While the first two readings focused on the development of history as a career, The Presence of The Past by Rosenzweig and David Thelen and Pennsylvania in Public Memory: Reclaiming the Industrial Past both engage with the ways the public engages history. Rosenzweig and Thelen used surveys to assess the ways Americans of different racial and ethnic heritages engage with the past. While many Americans have poor associations with history classes, many more are interested in family history and geneolgy. Others are interested in family stories, museums, local historical sites and forms of history. Rosenzweig and Thelen use their work to challenge assumptions about who is a historian and who engages with the past.

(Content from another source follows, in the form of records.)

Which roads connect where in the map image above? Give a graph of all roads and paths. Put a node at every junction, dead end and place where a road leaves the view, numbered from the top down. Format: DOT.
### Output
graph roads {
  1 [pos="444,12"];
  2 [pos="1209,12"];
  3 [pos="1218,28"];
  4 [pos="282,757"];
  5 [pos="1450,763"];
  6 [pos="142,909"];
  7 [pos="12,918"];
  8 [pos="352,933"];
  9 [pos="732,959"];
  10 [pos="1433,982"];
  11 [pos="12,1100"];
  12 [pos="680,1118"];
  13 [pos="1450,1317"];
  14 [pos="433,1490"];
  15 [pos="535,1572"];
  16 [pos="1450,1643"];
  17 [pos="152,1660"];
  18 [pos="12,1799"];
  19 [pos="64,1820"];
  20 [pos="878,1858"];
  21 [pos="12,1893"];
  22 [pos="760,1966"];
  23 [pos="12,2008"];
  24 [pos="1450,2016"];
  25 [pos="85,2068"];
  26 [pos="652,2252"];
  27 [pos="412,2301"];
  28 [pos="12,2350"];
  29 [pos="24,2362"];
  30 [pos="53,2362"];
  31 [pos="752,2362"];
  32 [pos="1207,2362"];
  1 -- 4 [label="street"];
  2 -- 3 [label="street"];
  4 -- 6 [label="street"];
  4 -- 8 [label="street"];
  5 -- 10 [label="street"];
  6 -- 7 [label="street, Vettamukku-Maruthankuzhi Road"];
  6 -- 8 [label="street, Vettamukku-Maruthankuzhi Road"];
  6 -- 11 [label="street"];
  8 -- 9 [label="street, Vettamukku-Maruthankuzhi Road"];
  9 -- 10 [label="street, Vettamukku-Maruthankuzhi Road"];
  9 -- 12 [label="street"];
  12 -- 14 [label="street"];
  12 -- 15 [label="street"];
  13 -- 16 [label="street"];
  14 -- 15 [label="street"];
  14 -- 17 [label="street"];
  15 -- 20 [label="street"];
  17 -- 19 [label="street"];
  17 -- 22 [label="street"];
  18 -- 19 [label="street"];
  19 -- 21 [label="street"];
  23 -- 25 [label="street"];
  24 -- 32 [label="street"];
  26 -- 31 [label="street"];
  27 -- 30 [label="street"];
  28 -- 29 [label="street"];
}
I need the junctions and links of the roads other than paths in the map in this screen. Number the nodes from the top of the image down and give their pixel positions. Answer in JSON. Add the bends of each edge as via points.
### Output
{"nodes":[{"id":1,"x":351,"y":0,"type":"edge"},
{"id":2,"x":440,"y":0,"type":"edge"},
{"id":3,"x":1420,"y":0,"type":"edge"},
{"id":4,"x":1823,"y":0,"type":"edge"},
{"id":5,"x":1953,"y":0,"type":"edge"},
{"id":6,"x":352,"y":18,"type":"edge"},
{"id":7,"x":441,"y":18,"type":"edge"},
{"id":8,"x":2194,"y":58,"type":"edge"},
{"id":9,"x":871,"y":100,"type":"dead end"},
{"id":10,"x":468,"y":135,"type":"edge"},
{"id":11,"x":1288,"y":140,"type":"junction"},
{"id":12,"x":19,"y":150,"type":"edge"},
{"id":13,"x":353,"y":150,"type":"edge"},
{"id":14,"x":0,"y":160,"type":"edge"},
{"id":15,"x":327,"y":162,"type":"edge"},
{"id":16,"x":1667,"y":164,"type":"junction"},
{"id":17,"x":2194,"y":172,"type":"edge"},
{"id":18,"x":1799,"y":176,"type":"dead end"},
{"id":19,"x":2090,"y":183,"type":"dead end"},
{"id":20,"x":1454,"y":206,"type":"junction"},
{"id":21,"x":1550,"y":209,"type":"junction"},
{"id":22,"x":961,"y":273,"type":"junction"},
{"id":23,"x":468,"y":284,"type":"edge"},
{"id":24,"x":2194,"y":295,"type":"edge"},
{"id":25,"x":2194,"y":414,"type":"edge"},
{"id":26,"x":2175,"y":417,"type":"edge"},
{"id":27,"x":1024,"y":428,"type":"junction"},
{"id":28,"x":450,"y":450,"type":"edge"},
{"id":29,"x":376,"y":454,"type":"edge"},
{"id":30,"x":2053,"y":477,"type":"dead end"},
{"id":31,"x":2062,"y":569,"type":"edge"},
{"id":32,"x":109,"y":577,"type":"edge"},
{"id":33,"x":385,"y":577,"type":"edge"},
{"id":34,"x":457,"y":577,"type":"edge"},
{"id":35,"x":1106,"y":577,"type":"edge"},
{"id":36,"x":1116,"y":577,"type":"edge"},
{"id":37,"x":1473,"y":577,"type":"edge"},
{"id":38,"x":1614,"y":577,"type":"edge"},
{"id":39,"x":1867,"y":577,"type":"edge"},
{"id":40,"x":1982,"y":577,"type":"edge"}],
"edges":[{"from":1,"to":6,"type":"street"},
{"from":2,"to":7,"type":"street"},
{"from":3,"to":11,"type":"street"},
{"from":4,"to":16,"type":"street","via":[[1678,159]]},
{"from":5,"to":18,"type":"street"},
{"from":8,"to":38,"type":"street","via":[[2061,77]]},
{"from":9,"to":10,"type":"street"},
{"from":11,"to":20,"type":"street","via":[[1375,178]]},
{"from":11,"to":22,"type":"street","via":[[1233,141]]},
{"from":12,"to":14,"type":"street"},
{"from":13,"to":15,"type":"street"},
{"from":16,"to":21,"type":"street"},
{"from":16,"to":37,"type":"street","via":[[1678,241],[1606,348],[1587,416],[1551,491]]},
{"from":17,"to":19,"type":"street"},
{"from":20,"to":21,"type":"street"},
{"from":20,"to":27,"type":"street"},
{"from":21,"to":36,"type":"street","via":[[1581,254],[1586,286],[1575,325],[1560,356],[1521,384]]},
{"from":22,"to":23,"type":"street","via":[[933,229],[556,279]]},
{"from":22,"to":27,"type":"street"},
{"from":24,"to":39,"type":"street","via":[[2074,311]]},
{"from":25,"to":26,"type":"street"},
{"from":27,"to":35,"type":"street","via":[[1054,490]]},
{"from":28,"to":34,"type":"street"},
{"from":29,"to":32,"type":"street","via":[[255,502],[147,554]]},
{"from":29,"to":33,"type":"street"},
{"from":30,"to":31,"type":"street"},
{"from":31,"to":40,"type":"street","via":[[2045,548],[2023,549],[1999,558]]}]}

While focused on public engagement with the past, Carolyn Kitch’s Pennsylvania in Public Memory: Reclaiming the Industrial Past does so with a different focus. Kitch focuses on the industrial and rural heritage of Pennsylvania and the way this is interpreted across the state. In many ways, the people Kitch focused onare seen as more “professional” than those studied by Rosenzweig and Thelen. These people are active in creating and interpreting local historic sites, giving tours, or benefitting from the tourism industry across the state. In some ways Kitch’s analysis can conflate different kinds of tourism. However, Kitsch effectively shows they way people use historic sites to support their own interests and make sense of the industrial past in Pennsylvania.

Kitch’s book also made clear why our reinterpretation of the Powel House is necessary. While much of Pennsylvania interprets and focuses on its industrial past, Philadelphia does not. In many ways, Philadelphia decided that the history of the city Colonial and ended there. This is reflected in the current interpretation of the Powell House, and Kitch’s work really drove that home.